> Work to complete
Using the records that follow, work out how many lines hold the string "ظلام" and provide that number only.

> Data extracts
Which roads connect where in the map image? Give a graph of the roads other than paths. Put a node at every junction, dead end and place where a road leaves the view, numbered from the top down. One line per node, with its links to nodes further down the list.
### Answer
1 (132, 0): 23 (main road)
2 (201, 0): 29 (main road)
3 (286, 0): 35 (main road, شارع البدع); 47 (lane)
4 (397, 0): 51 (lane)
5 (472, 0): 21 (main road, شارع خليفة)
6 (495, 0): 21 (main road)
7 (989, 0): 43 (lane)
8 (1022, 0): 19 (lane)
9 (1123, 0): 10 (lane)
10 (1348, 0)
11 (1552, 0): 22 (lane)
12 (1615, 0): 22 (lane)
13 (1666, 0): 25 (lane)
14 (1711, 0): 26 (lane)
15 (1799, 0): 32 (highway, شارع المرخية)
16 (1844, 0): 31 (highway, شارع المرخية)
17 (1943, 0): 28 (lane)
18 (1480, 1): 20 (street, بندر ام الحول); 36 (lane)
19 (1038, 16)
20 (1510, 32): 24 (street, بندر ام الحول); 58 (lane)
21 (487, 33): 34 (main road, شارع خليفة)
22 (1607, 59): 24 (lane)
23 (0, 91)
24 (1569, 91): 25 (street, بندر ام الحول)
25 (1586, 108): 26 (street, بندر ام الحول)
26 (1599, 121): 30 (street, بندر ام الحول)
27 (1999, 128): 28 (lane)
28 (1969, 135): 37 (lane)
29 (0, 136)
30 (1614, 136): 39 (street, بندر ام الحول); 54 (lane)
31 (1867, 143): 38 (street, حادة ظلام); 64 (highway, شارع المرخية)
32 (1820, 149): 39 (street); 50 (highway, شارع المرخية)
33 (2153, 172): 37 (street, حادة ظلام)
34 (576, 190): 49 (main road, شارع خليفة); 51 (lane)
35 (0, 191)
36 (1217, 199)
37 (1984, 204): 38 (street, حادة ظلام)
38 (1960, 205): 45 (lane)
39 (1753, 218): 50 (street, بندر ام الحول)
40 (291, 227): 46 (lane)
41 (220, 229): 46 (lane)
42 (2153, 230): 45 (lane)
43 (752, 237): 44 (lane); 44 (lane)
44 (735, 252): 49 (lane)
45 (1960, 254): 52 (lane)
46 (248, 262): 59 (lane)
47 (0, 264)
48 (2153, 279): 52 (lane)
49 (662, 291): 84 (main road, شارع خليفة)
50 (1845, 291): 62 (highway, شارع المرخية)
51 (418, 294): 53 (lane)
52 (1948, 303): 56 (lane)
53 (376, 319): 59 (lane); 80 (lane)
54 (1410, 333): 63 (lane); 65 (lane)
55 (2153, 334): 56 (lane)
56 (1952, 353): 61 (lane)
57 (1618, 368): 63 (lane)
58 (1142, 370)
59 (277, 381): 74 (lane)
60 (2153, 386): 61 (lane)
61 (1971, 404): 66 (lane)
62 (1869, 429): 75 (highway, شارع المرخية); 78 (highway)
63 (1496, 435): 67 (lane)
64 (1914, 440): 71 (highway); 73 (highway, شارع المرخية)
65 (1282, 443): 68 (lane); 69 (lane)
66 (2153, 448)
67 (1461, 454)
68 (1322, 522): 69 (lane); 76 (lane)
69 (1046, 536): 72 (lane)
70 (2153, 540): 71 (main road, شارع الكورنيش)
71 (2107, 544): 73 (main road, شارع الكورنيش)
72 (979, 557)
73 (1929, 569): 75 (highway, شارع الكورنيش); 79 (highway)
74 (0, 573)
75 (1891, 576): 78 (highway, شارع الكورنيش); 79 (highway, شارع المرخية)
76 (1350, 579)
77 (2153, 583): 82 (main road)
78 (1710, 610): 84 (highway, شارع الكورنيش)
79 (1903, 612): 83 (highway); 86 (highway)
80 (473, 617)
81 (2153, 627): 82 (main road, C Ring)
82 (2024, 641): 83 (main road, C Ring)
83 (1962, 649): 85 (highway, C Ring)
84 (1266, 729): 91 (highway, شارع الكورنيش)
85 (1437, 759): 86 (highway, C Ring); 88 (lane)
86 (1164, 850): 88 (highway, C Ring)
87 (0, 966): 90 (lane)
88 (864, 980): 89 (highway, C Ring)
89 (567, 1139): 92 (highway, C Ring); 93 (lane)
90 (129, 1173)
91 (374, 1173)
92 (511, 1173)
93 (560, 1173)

> Task solution
3